Open Affonso-Gui opened 3 years ago
Yes, the problem is reproduced on my machine as well. My environment is as follows:
$ apt show ros-melodic-roseus
Package: ros-melodic-roseus
Version: 1.7.4-1bionic.20210505.033302
...
In my environment, I called the (foo) function 10 times while restarting roseus, all of which printed 900 and caused a segmentation fault.
1.irteusgl$ (foo)
100
200
300
400
500
600
700
800
900
Call Stack (max depth: 20):
0: at (ros::spin-once)
1: at (ros::spin-once)
2: at (while (not (send sub :get)) (ros::spin-once))
3: at (let ((sub (instance my-sub :init))) (ros::subscribe topic msgtype #'send sub :update) (while (not (send sub :get)) (ros::spin-once)) (send sub :get))
4: at (my-one-shot "/msg" std_msgs::string)
5: at (while t (if (zerop (mod (incf i) 100)) (print i)) (my-one-shot "/msg" std_msgs::string))
6: at (let ((i 0)) (while t (if (zerop (mod (incf i) 100)) (print i)) (my-one-shot "/msg" std_msgs::string)))
7: at (foo)
8: at #<compiled-code #X560a24deee18>
;p=pointer?(0x560a24d2c078)
;; Segmentation Fault.
;; in /opt/ros/melodic/share/euslisp/jskeus/eus/Linux64/bin/irteusgl 0 error: cannot find method euserror
;; You are still in a signal handler.
;;Try reset or throw to upper level as soon as possible.
;; code=-1472911824 x=a8352500 addr=0
Fatal:
It is a workaround, I think. 'gensym' may occure GC. So, we should push args(and other objects) to stack. Then, pop it.
diff --git a/roseus/roseus.cpp b/roseus/roseus.cpp
index f0b4a19..b27ca20 100644
--- a/roseus/roseus.cpp
+++ b/roseus/roseus.cpp
@@ -369,8 +369,10 @@ public:
ROS_ERROR("subscription callback function install error");
}
// avoid gc
+ vpush(args);
pointer p=gensym(ctx);
setval(ctx,intern(ctx,(char*)(p->c.sym.pname->c.str.chars),strlen((char*)(p->c.sym.pname->c.str.chars)),lisppkg),cons(ctx,scb,args));
+ vpop(); // pop agrs
}
~EuslispSubscriptionCallbackHelper() {
ROS_ERROR("subscription gc");
@YoheiKakiuchi I have previously attempted a similar approach in https://github.com/jsk-ros-pkg/jsk_roseus/pull/636 and was kind of uncertain if it made any sense, but I guess that it actually is a valid solution for this error then! With these changes I was able to run 40,000+ iterations without any problem.
Here is the correct place to fix this problem.

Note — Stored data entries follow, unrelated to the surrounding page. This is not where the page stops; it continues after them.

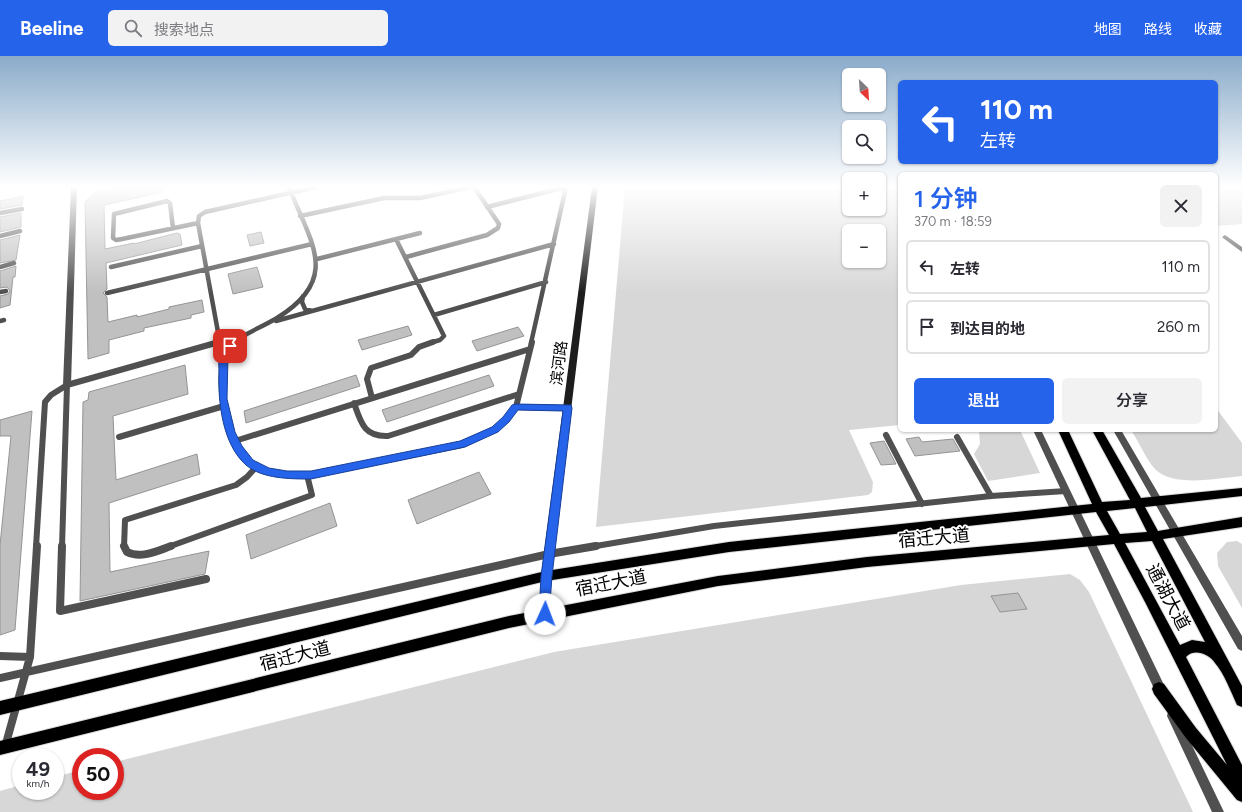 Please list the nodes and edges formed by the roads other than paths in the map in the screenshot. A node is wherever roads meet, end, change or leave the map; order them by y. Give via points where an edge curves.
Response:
1 (73, 222) edge
2 (114, 222) edge
3 (172, 222) edge
4 (197, 222) edge
5 (198, 222) edge
6 (303, 222) edge
7 (498, 222) edge
8 (559, 222) edge
9 (591, 222) edge
10 (173, 228) junction
11 (20, 231) dead end
12 (420, 233) dead end
13 (0, 236) edge
14 (1225, 237) dead end
15 (396, 239) junction
16 (312, 244) junction
17 (554, 244) junction
18 (202, 246) junction
19 (1242, 250) edge
20 (406, 256) junction
21 (317, 259) junction
22 (14, 263) dead end
23 (0, 267) edge
24 (111, 267) dead end
25 (207, 270) junction
26 (418, 282) junction
27 (546, 282) junction
28 (6, 291) dead end
29 (0, 292) edge
30 (107, 293) dead end
31 (303, 296) junction
32 (315, 311) junction
33 (434, 315) junction
34 (271, 322) junction
35 (241, 336) junction
36 (220, 342) junction
37 (530, 349) junction
38 (67, 385) junction
39 (519, 394) junction
40 (372, 398) junction
41 (354, 403) junction
42 (224, 406) junction
43 (516, 407) junction
44 (568, 408) junction
45 (1038, 432) edge
46 (1064, 432) edge
47 (1097, 432) edge
48 (1118, 432) edge
49 (886, 435) dead end
50 (119, 437) dead end
51 (957, 437) dead end
52 (235, 441) junction
53 (257, 466) junction
54 (308, 475) junction
55 (1066, 491) junction
56 (1242, 492) edge
57 (991, 496) junction
58 (1158, 502) junction
59 (922, 504) junction
60 (1138, 504) junction
61 (1100, 509) junction
62 (1075, 511) junction
63 (1242, 522) edge
64 (1176, 532) junction
65 (1154, 536) junction
66 (1116, 540) junction
67 (1090, 542) junction
68 (549, 554) junction
69 (546, 576) junction
70 (206, 579) dead end
71 (545, 614) junction
72 (1242, 646) edge
73 (0, 656) edge
74 (1178, 656) junction
75 (30, 657) junction
76 (1219, 658) junction
77 (26, 672) junction
78 (0, 678) edge
79 (1159, 689) junction
80 (1242, 700) edge
81 (17, 704) junction
82 (0, 708) edge
83 (2, 747) edge
84 (1242, 780) edge
85 (1242, 795) edge
86 (1218, 812) edge

1 - 38 street
2 - 10 lane via 116,240
3 - 10 lane
4 - 10 lane
5 - 18 lane
6 - 16 lane
7 - 20 lane via 499,226 495,231 487,235
8 - 17 lane
9 - 44 main road, 滨河路
11 - 13 lane
12 - 15 lane
14 - 19 street
15 - 20 lane
15 - 21 lane
16 - 21 lane
16 - 25 lane
17 - 26 lane
17 - 27 lane
18 - 24 lane
18 - 25 lane
20 - 26 lane
21 - 31 lane via 315,278
22 - 23 lane
25 - 30 lane
25 - 36 lane
26 - 32 lane
26 - 33 lane
27 - 33 lane
27 - 37 lane
28 - 29 lane
31 - 32 lane via 305,309
31 - 34 lane
32 - 34 lane
33 - 40 lane via 443,338 420,347 411,355 371,368 367,380
34 - 35 lane
35 - 36 lane
35 - 42 lane via 224,354
36 - 38 lane
37 - 39 lane
37 - 40 lane
38 - 70 lane via 60,611
38 - 75 lane via 51,395 45,402 44,409
39 - 41 lane via 399,434 382,437 369,434 364,428
39 - 43 lane
40 - 41 lane
41 - 52 lane
42 - 50 lane
42 - 52 lane
43 - 44 street
43 - 54 lane via 495,429 462,444
44 - 68 main road, 滨河路
45 - 55 street
46 - 61 main road, 通湖大道
47 - 60 main road, 通湖大道
48 - 58 street
49 - 59 lane
51 - 57 lane
52 - 53 lane via 250,463
53 - 54 lane via 287,475
53 - 54 lane via 236,485 125,520 124,548 127,553 136,556 149,554 312,495
55 - 57 lane
55 - 62 street
56 - 58 main road, 宿迁大道
57 - 59 lane
58 - 60 main road, 宿迁大道
58 - 64 street
59 - 68 lane via 714,526
60 - 61 main road, 宿迁大道
60 - 65 main road, 通湖大道
61 - 62 main road, 宿迁大道
61 - 66 main road, 通湖大道
62 - 67 street
62 - 69 main road, 宿迁大道 via 729,547
63 - 64 main road, 宿迁大道
64 - 65 main road, 宿迁大道
64 - 72 street
65 - 66 main road, 宿迁大道
65 - 76 main road, 通湖大道
66 - 67 main road, 宿迁大道
66 - 74 main road, 通湖大道
67 - 71 main road, 宿迁大道 via 867,562 718,581
67 - 79 street
68 - 69 main road, 滨河路
68 - 77 lane
69 - 71 main road, 滨河路
69 - 81 main road, 宿迁大道
71 - 83 main road, 宿迁大道
73 - 75 lane
74 - 76 main road via 1184,648 1199,646 1208,649
74 - 84 main road, 通湖大道
75 - 77 lane
76 - 80 main road, 通湖大道
77 - 78 lane
77 - 81 lane
79 - 85 main road
79 - 86 street
81 - 82 main road, 宿迁大道
81 - 83 lane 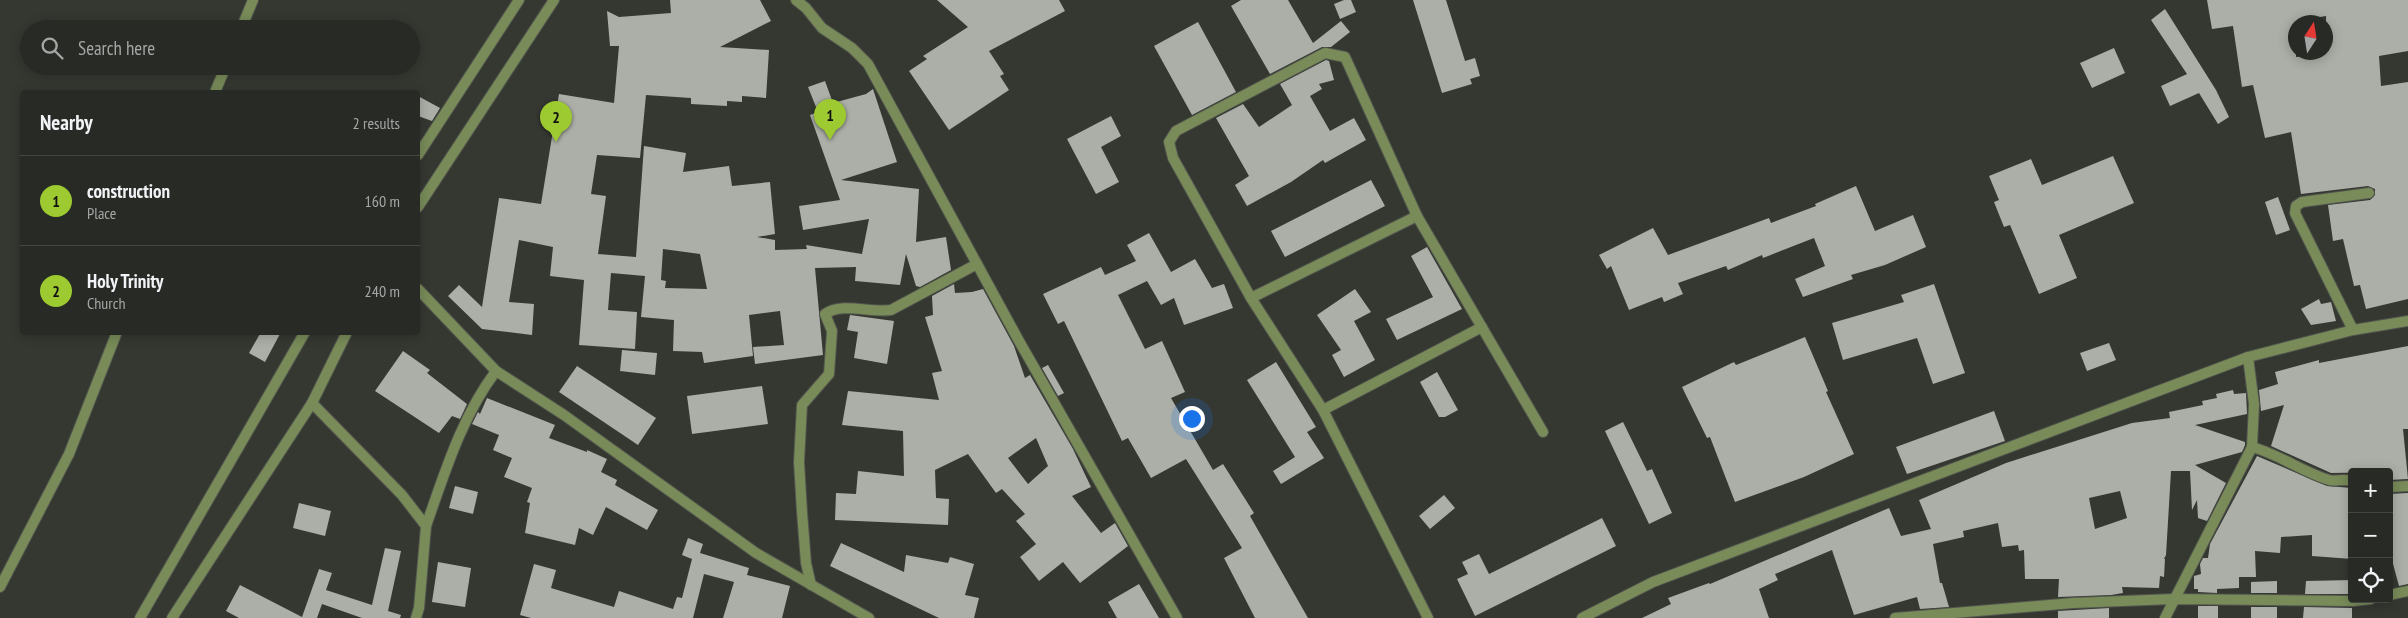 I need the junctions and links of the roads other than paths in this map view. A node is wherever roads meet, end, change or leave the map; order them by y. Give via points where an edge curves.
1 (253, 0) edge
2 (519, 0) edge
3 (554, 0) edge
4 (796, 0) edge
5 (245, 20) edge
6 (222, 75) edge
7 (216, 90) edge
8 (420, 152) edge
9 (2369, 193) dead end
10 (420, 204) edge
11 (1417, 216) junction
12 (977, 264) junction
13 (420, 291) edge
14 (1251, 298) junction
15 (2408, 321) edge
16 (1482, 327) junction
17 (2353, 330) junction
18 (116, 335) edge
19 (303, 335) edge
20 (346, 335) edge
21 (2248, 356) junction
22 (496, 370) junction
23 (312, 403) junction
24 (1323, 410) junction
25 (1543, 432) dead end
26 (2252, 448) junction
27 (2348, 480) edge
28 (2408, 486) edge
29 (2393, 487) edge
30 (426, 526) junction
31 (811, 585) junction
32 (0, 587) edge
33 (2408, 591) edge
34 (2393, 594) edge
35 (2173, 599) junction
36 (2348, 601) edge
37 (140, 618) edge
38 (172, 618) edge
39 (416, 618) edge
40 (869, 618) edge
41 (1177, 618) edge
42 (1428, 618) edge
43 (1582, 618) edge
44 (1895, 618) edge
45 (2165, 618) edge

1 - 5 street
2 - 8 street
3 - 10 street
4 - 12 street via 822,28 852,48 868,64
6 - 7 street
9 - 17 street via 2302,202 2296,206 2295,213
11 - 14 street
11 - 14 street via 1345,57 1325,53 1176,131 1170,142 1173,158
11 - 16 street
12 - 31 street via 891,310 831,310 824,314 832,331 829,374 802,405 799,462 806,563
12 - 41 street
13 - 22 street
14 - 24 street
15 - 17 street
16 - 24 street
16 - 25 street
17 - 21 street
18 - 32 street via 68,454
19 - 37 street
20 - 23 street
21 - 26 street via 2254,404
21 - 43 street via 1653,582
22 - 30 street via 479,394 449,458
22 - 31 street via 756,553
23 - 30 street via 402,495
23 - 38 street
24 - 42 street
26 - 27 street via 2330,480
26 - 35 street
28 - 29 street
30 - 39 street
31 - 40 street
33 - 34 street
35 - 36 street
35 - 44 street via 2073,603
35 - 45 street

@@ -870,11 +872,12 @@ pointer ROSEUS_SUBSCRIBE(register context *ctx,int n,pointer *argv)
fncallback = argv[2];
args=NIL;
for (int i=n-1;i>=3;i--) args=cons(ctx,argv[i],args);
-
+ vpush(args);
EuslispMessage msg(message);
boost::shared_ptr<SubscriptionCallbackHelper> *callback =
(new boost::shared_ptr<SubscriptionCallbackHelper>
(new EuslispSubscriptionCallbackHelper(fncallback, args, message)));
+ vpop();
SubscribeOptions so(topicname, queuesize, msg.__getMD5Sum(), msg.__getDataType());
so.helper = *callback;
Subscriber subscriber = lnode->subscribe(so);
'args' is created on source of C-lang, so 'args' is not protected anywhere. Then 'args' may be collected as a garbege. ( objects in argv, such as 'sub' in this case, are not collected ) fncallback may also be protected because it is arguments of function.
This fix also seems stable!
I see, so it is not exactly the object instance being collected but the list as a whole, right? I'll do some more testing tomorrow and (re)organize a PR if everything looks fine.
Also any insights if we should dump the lisp symbol on unsubscriptions? Registering on subscriptions and never unregistering them does seem like a memory leak...
Yes, list(cons) object is collected. objects in list are safe.
Can we delete symbol ? I think reuse of symbol is realistic. Repeating subscribe many times is non sense, so it's not really a problem.
I have been struggling with weird segfaults on my custom build for some time but I believe I have finally found a way to reproduce them in the release build:
rostopic pub /msg std_msgs/String "hello" -r 100
(defclass my-sub :slots (msg))
(defmethod my-sub (:init () self) (:update (_msg) (setq msg _msg)) (:get () msg))
(defun my-one-shot (topic msgtype) (let ((sub (instance my-sub :init))) (ros::subscribe topic msgtype #'send sub :update) (while (not (send sub :get)) (ros::spin-once)) (send sub :get)))
(defun foo () (let ((i 0)) (while t (if (zerop (mod (incf i) 100)) (print i)) (my-one-shot "/msg" std_msgs::String))))
(foo)